Il y a des affaires qui tuent des carrières, et d’autres qui les propulsent. Celle de la mort de Zineb Redouane rentre visiblement dans le deuxième cas de figure, puisque le capitaine de l’unité de CRS mise en cause dans la mort de l’octogénaire vient d’être promu à la tête d’une des plus importantes compagnies du pays, après avoir été décoré par Christophe Castaner en 2019.
Le 2 décembre 2018, Zineb Redouane meurt à Marseille à 80 ans, des suites d’un tir de grenade lacrymogène reçu la veille, à sa fenêtre, lors de la troisième journée de mobilisation du mouvement des Gilets Jaunes. Devenue un symbole des violences policières, la mort de Madame Redouane attire l’attention médiatique et, par la suite, celle des inspecteurs de l’IGPN. Dans les mois qui suivent, au fur et à mesure des révélations autour de l’affaire et des tentatives d’étouffement diverses et variées, les agents de l’IGPN ne parviennent pas à déterminer quel policier de la CRS 50 est responsable du tir, et pour cause : les cinq agents interrogés disent ne pas se souvenir, et leur supérieur – le capitaine Bruno Félix – refuse de fournir aux enquêteurs les armes de son unité.
Par un tel acte de défiance envers son institution de contrôle, Bruno Félix aurait pu s’attendre à une carrière ralentie. Il vient pourtant d’obtenir le commandement par intérim de la CRS 46, une compagnie convoitée parce que proche de la direction zonale, bien notée et disposant d’un centre de formation. « Une compagnie bien notée permet d’obtenir des primes aux résultats exceptionnels », explique Laurent Nguyen, le délégué CRS VIGI-MI Rhône-Alpes qui a publié l’information sur Twitter.
Le commandement des Compagnies Républicaines de Sécurité, chargées du maintien de l’ordre, est normalement confié à des commandants de police. « Exceptionnellement, en cas de vacance du poste, il est normal de confier le commandement par intérim au n°2, qui en général est un capitaine, le temps qu’un commandant soit nommé, explique le délégué syndical. Par contre, je n’avais jamais vu, dans ma carrière, le remplacement d’un capitaine qui assure l’intérim par un autre capitaine ». Un autre délégué syndical CRS nous a confirmé qu’il était d’usage que ce soit le capitaine déjà en poste au sein de la compagnie qui assure le commandement par intérim en cas de vacance du poste. « Des commandants étaient sur les rangs et tout à fait disponibles pour prendre le commandement de cette compagnie », s’étonne Laurent Nguyen.

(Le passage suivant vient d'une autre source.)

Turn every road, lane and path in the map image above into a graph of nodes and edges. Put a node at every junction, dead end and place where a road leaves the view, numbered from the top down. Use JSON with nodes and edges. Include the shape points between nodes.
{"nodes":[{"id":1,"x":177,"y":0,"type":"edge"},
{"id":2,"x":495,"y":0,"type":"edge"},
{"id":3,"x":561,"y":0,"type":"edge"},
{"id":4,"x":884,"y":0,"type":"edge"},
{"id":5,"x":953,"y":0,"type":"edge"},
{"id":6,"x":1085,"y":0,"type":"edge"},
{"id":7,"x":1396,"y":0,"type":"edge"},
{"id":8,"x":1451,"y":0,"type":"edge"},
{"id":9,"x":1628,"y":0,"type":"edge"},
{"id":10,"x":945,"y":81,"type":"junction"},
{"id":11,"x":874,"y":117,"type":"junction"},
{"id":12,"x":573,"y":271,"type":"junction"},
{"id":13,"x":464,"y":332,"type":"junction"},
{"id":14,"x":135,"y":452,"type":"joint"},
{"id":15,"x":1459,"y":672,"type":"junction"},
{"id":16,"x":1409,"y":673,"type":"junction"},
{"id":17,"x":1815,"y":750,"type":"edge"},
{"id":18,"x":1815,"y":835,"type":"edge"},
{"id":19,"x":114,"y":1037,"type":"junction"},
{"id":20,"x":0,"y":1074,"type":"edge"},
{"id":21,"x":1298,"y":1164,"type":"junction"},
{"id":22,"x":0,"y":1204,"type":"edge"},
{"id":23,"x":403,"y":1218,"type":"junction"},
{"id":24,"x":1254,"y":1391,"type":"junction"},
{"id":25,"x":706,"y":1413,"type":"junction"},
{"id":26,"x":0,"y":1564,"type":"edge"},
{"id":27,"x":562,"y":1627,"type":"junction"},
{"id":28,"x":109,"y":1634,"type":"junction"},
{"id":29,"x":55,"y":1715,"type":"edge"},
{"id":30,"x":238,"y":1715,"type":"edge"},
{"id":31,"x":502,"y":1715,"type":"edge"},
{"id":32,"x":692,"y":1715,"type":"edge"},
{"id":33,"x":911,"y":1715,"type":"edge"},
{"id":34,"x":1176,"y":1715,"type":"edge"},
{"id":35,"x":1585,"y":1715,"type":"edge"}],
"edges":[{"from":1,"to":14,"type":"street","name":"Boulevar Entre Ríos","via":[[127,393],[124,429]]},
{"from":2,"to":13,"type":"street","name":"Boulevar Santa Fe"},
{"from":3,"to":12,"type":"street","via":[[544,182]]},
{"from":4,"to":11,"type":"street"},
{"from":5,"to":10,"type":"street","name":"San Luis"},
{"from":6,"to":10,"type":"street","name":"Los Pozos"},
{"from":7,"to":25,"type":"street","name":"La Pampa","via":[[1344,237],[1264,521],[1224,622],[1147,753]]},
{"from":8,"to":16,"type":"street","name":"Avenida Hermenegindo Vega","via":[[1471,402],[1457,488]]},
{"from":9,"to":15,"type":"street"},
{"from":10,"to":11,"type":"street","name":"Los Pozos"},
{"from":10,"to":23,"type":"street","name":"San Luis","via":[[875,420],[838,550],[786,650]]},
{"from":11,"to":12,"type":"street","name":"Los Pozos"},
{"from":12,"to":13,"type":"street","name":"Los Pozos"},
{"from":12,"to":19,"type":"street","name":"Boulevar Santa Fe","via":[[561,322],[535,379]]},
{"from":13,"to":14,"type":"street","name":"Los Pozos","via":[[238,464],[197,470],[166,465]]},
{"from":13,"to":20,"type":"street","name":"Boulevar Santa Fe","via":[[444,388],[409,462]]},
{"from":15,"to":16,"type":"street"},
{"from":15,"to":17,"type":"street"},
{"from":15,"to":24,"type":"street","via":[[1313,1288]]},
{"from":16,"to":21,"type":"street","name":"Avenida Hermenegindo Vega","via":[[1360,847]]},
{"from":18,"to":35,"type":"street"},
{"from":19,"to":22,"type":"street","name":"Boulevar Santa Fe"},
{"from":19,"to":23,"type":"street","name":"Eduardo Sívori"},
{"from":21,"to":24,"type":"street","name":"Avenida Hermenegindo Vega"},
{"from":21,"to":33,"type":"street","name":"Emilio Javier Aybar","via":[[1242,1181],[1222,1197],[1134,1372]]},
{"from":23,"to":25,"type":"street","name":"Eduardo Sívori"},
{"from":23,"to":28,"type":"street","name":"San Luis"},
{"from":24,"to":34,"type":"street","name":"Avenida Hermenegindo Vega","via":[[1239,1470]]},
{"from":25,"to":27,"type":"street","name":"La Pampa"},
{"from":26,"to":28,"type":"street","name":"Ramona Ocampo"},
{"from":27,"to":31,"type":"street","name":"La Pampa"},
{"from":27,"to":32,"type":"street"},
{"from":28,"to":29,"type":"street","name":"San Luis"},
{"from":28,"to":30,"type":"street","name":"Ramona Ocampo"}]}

La police ne parle pas d’une seule voix
Nous avons appelé ce matin la CRS 46 et avons demandé si Bruno Félix dirigeait bien la compagnie. « Oui, tout à fait », nous a-t-on répondu au standard. Quelques heures plus tard, pourtant, le SICOP, qui gère la communication de la Police nationale, nous a rappelé pour « confirmer que Monsieur Bruno Félix, capitaine, a été nommé adjoint au Commandant » mais « ne dirige pas la compagnie, il est adjoint ». Nous avons alors rappelé la CRS 46, et avons demandé à un nouvel interlocuteur si le commandant en poste dirigeait toujours la compagnie. « Euh… En fait, il est en pré-retraite. Je vais prendre votre numéro et vous rappeler ». À la publication de cet article, aucun appel ne nous a été adressé.
D’après nos informations, le commandant actuel de la CRS 46 part effectivement en retraite, mais il lui restait des jours de congés à poser. S’il est donc formellement toujours aux commandes, il ne dirige pas effectivement la compagnie – tâche qui incombe dorénavant au capitaine Bruno Félix.
Décoré par Castaner
Ce n’est pas la première fois que le capitaine, qui avait contribué à entraver l’enquête de l’IGPN, jouit des faveurs de sa hiérarchie de façon inattendue. Le 16 juin 2019, comme le révélait Mediapart, l’ancien ministre de l’Intérieur Christophe Castaner lui remettait la médaille de la sécurité intérieure, qui récompense “un engagement exceptionnel” et “des services particulièrement honorables”. “Aujourd’hui, il obtient un poste qui était très demandé. Ça pourrait être perçu comme une récompense », s’inquiète Laurent Nguyen, qui estime que la nomination pourrait affecter la réputation de la police. “Il faut croire que si ce capitaine a obtenu le commandement par intérim de la CRS 46, c’est qu’il disposait de solides appuis », conclut-il.